Agus, temblando visiblemente, también eligió de frente, quizás por parálisis, quizás por una curiosidad que superaba su miedo. Un hombre de rostro amable y canas plateadas se acercó a ella con lentitud. No la tocó de inmediato. Primero, le habló en voz baja, palabras que no pude escuchar pero que parecieron calmarla. Luego, con una delicadeza extrema, tomó el borde de su remera y la fue deslizando hacia arriba, pasándola por su cabeza. Sus tetas pequeñas y perfectas, simétricas, quedaron libres, con unos pezones de un rosa pálido que se erizaron al contacto con el aire.

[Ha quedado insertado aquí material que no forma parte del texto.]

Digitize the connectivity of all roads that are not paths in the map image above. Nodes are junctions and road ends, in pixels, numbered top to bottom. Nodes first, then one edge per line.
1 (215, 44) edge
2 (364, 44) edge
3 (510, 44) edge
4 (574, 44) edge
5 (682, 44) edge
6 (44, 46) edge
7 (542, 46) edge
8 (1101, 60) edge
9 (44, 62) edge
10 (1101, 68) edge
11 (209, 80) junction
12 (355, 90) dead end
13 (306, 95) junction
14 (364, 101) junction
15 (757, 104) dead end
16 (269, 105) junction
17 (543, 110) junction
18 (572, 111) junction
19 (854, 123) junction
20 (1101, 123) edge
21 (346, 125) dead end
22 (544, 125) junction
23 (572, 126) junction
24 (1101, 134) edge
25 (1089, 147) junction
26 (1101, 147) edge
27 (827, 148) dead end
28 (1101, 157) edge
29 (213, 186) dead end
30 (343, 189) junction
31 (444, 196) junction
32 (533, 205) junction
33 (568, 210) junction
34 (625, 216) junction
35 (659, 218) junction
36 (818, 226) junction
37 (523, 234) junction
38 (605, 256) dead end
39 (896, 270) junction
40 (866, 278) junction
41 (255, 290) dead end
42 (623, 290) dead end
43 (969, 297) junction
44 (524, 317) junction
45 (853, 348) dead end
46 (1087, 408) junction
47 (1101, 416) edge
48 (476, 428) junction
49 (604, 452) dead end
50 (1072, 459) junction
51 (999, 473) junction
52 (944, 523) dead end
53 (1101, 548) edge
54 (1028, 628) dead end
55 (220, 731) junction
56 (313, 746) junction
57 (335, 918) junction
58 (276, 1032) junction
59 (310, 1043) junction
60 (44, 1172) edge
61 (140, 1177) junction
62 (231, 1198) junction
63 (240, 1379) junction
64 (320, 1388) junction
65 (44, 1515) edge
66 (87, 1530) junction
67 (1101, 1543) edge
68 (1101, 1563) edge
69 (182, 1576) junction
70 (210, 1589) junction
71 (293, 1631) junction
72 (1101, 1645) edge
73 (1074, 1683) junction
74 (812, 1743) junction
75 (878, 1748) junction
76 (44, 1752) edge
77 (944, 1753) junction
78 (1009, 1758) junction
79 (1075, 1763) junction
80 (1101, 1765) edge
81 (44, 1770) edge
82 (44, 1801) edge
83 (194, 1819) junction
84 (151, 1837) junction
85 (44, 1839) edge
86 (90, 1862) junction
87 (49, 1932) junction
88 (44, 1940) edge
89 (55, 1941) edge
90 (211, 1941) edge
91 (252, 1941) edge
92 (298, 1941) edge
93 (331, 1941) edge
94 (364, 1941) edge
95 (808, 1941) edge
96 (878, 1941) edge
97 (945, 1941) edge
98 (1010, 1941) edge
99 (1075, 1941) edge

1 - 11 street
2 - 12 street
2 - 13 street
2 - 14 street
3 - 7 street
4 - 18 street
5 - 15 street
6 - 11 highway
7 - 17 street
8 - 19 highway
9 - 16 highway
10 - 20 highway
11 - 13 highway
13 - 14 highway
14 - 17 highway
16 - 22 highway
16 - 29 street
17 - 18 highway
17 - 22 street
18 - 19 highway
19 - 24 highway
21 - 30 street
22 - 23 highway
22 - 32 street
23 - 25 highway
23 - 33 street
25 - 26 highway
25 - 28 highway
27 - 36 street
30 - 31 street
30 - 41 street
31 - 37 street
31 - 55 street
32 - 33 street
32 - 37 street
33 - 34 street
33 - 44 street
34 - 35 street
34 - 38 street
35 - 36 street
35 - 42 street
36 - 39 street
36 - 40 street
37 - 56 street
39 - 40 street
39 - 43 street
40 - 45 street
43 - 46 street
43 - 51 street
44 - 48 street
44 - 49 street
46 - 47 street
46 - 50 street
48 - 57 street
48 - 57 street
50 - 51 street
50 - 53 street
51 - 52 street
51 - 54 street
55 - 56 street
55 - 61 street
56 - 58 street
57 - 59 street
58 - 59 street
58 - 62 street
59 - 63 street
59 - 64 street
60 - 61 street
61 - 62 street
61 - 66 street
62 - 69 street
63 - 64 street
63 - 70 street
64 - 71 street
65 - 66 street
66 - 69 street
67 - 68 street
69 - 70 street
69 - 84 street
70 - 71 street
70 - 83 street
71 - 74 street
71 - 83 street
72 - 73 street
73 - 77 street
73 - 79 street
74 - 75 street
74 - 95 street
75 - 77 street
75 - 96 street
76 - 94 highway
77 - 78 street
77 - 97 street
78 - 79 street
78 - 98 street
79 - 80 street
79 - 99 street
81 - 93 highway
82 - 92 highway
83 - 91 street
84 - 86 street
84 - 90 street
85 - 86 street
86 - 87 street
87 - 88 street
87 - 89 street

El hombre se arrodilló ante ella y, tomando uno en su boca, comenzó a acariciarlo con la punta de su lengua, mientras su mano descansaba con suavidad en su cadera. Agus cerró los ojos con fuerza, un gemido casi inaudible escapó de sus labios.

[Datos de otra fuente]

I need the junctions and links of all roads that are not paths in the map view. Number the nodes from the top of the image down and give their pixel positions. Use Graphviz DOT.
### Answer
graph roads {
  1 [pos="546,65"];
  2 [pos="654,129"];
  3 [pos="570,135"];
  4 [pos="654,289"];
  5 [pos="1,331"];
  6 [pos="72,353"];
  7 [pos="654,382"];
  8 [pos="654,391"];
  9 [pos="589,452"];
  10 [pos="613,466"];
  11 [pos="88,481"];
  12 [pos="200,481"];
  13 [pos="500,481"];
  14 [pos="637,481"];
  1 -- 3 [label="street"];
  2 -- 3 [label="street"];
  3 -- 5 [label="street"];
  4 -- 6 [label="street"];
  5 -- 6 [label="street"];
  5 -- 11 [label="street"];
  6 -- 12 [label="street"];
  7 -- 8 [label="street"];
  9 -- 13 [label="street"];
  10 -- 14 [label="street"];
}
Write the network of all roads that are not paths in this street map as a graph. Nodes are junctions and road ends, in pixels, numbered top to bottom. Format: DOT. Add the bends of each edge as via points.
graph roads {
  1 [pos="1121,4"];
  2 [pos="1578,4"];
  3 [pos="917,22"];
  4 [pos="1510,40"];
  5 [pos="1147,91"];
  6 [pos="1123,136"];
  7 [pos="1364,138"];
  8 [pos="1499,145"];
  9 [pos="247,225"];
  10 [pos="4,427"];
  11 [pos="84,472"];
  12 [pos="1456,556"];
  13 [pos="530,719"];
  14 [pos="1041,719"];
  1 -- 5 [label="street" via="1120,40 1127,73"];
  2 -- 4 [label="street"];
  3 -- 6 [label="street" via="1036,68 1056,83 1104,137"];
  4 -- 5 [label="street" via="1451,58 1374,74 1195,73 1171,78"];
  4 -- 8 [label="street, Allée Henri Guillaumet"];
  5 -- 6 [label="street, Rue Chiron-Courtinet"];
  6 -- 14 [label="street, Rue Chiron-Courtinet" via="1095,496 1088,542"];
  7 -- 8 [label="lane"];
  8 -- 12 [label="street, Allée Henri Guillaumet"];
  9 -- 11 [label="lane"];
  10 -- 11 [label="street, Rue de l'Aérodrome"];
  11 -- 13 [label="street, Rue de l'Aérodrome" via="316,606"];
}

Escena 2: El Balcón y la Caída
Desde el balcón que dominaba la escena, las siluetas observaban. Entre ellas, los maridos de nuestras madres, dos figuras ancianas e impasibles, cuyos rostros no delataban ni orgullo ni celo, sino una curiosidad distante. Y entonces lo vi. Mi ex. Apoyado en la barandilla de mármol, con una copa en la mano, sus ojos fijos en mí. Me observaba mientras era sostenida en el aire, expuesta y vulnerable. La sensación de ser vista por él, en ese contexto de sumisión elegida, fue un shock eléctrico. La vergüenza se transformó en un poder embriagador. Él estaba fuera, yo estaba dentro, y su deseo era un espectador más de mi rendición.

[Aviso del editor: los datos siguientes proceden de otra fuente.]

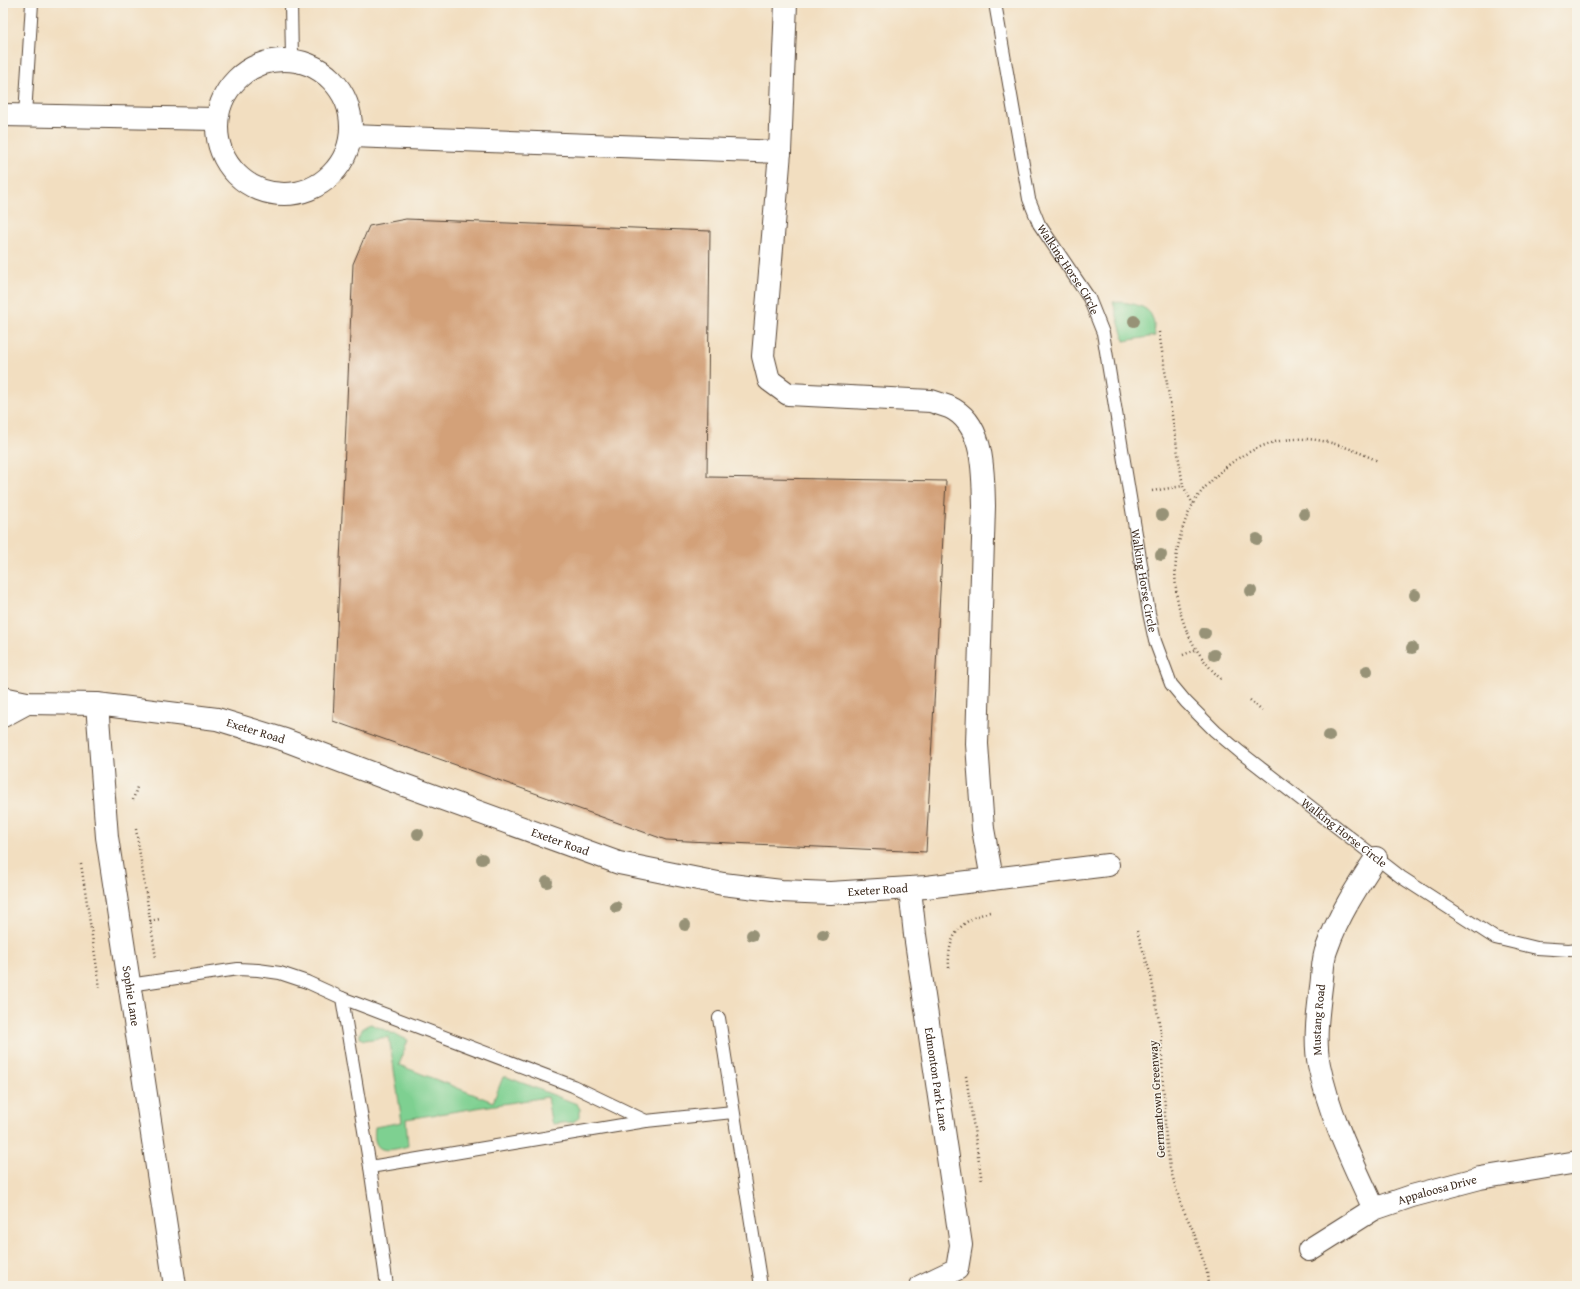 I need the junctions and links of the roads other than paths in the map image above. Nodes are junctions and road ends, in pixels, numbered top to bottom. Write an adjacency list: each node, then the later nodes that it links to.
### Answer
1 (32, 3): 7 (lane)
2 (292, 3): 5 (lane)
3 (786, 3): 10 (street)
4 (995, 3): 15 (lane, Walking Horse Circle)
5 (292, 59): 8 (street); 9 (street)
6 (3, 115): 7 (street)
7 (25, 115): 8 (street)
8 (216, 119): 9 (street)
9 (351, 136): 10 (street)
10 (780, 152): 17 (street)
11 (3, 698): 12 (street, Exeter Road)
12 (27, 703): 13 (street, Exeter Road); 14 (street, Exeter Road)
13 (97, 704): 18 (street, Exeter Road); 20 (street, Sophie Lane)
14 (3, 716)
15 (1376, 858): 19 (lane, Walking Horse Circle); 27 (street, Mustang Road)
16 (1108, 865): 17 (street, Exeter Road)
17 (992, 880): 18 (street, Exeter Road)
18 (910, 889): 32 (street, Edmonton Park Lane)
19 (1577, 949)
20 (129, 985): 21 (lane); 29 (street, Sophie Lane)
21 (342, 998): 24 (lane); 26 (lane)
22 (719, 1018): 23 (lane)
23 (733, 1112): 24 (lane); 31 (lane)
24 (646, 1121): 26 (lane)
25 (1577, 1162): 27 (street, Appaloosa Drive)
26 (370, 1167): 30 (lane)
27 (1374, 1209): 28 (street, Appaloosa Drive)
28 (1309, 1250)
29 (176, 1286)
30 (387, 1286)
31 (760, 1286)
32 (921, 1286) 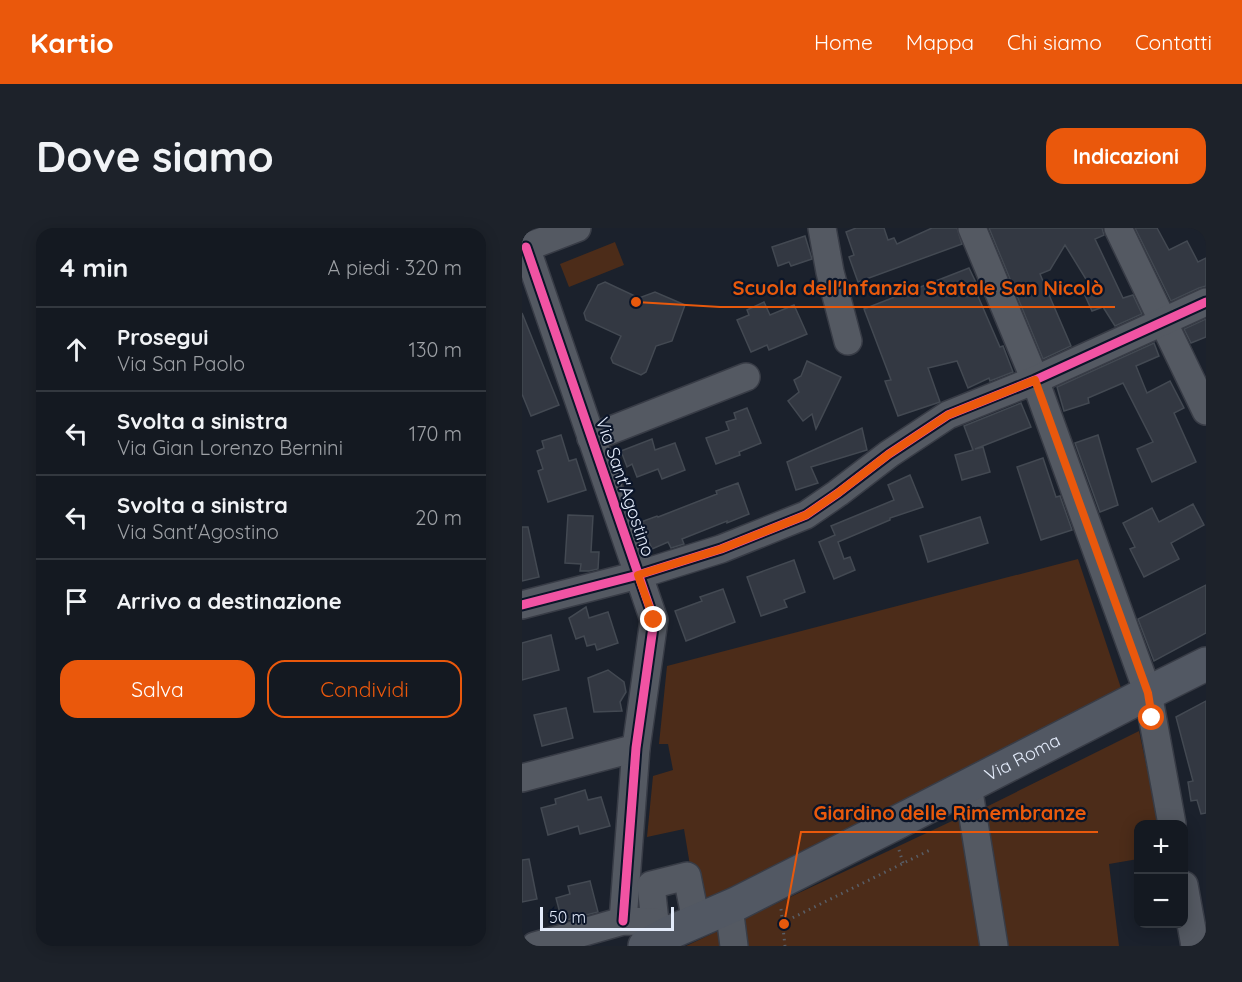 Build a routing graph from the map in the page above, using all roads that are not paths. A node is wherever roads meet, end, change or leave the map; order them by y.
1 (577, 228) edge
2 (822, 228) edge
3 (972, 228) edge
4 (1118, 228) edge
5 (524, 248) edge
6 (1206, 302) edge
7 (1162, 321) junction
8 (848, 341) dead end
9 (746, 376) dead end
10 (1035, 380) junction
11 (1206, 411) edge
12 (591, 438) junction
13 (638, 575) junction
14 (522, 605) edge
15 (1206, 664) edge
16 (1148, 693) junction
17 (636, 748) junction
18 (522, 778) edge
19 (968, 786) junction
20 (1171, 820) edge
21 (729, 907) junction
22 (1188, 907) edge
23 (623, 921) junction
24 (666, 931) edge
25 (535, 946) edge
26 (734, 946) edge
27 (994, 946) edge
28 (1195, 946) edge

1 - 5 street
2 - 8 street
3 - 10 street
4 - 7 street
5 - 12 street, Via Sant'Agostino
6 - 7 street
7 - 10 street
7 - 11 street
9 - 12 street
10 - 13 street
10 - 16 street
12 - 13 street, Via Sant'Agostino
13 - 14 street
13 - 17 street, Via Sant'Agostino
15 - 16 main road, Via Roma
16 - 19 main road, Via Roma
16 - 20 street
17 - 18 street
17 - 23 street, Via Sant'Agostino
19 - 21 main road, Via Roma
19 - 27 street
21 - 24 main road, Via Roma
21 - 26 street
22 - 28 street
23 - 24 street
23 - 25 street
24 - 24 street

Las madres, al principio meras observadoras de sus hijas, comenzaron a ser absorbidas por la corriente magnética de la sala. La madre de Pia, con un suspiro que sonó a rendición, se giró y apoyó su espalda en la pared. Un hombre la levantó, pero a diferencia de mí, la mantuvo suspendida, su rostro a la altura de su pecho. Sus manos recorrieron la piel lisa de sus muslos, subiendo por el interior de la falda hasta encontrar la tela de sus bragas. Ella, con la cabeza echada hacia atrás, emitía un gemido prolongado que era la confesión de un deseo largamente reprimido.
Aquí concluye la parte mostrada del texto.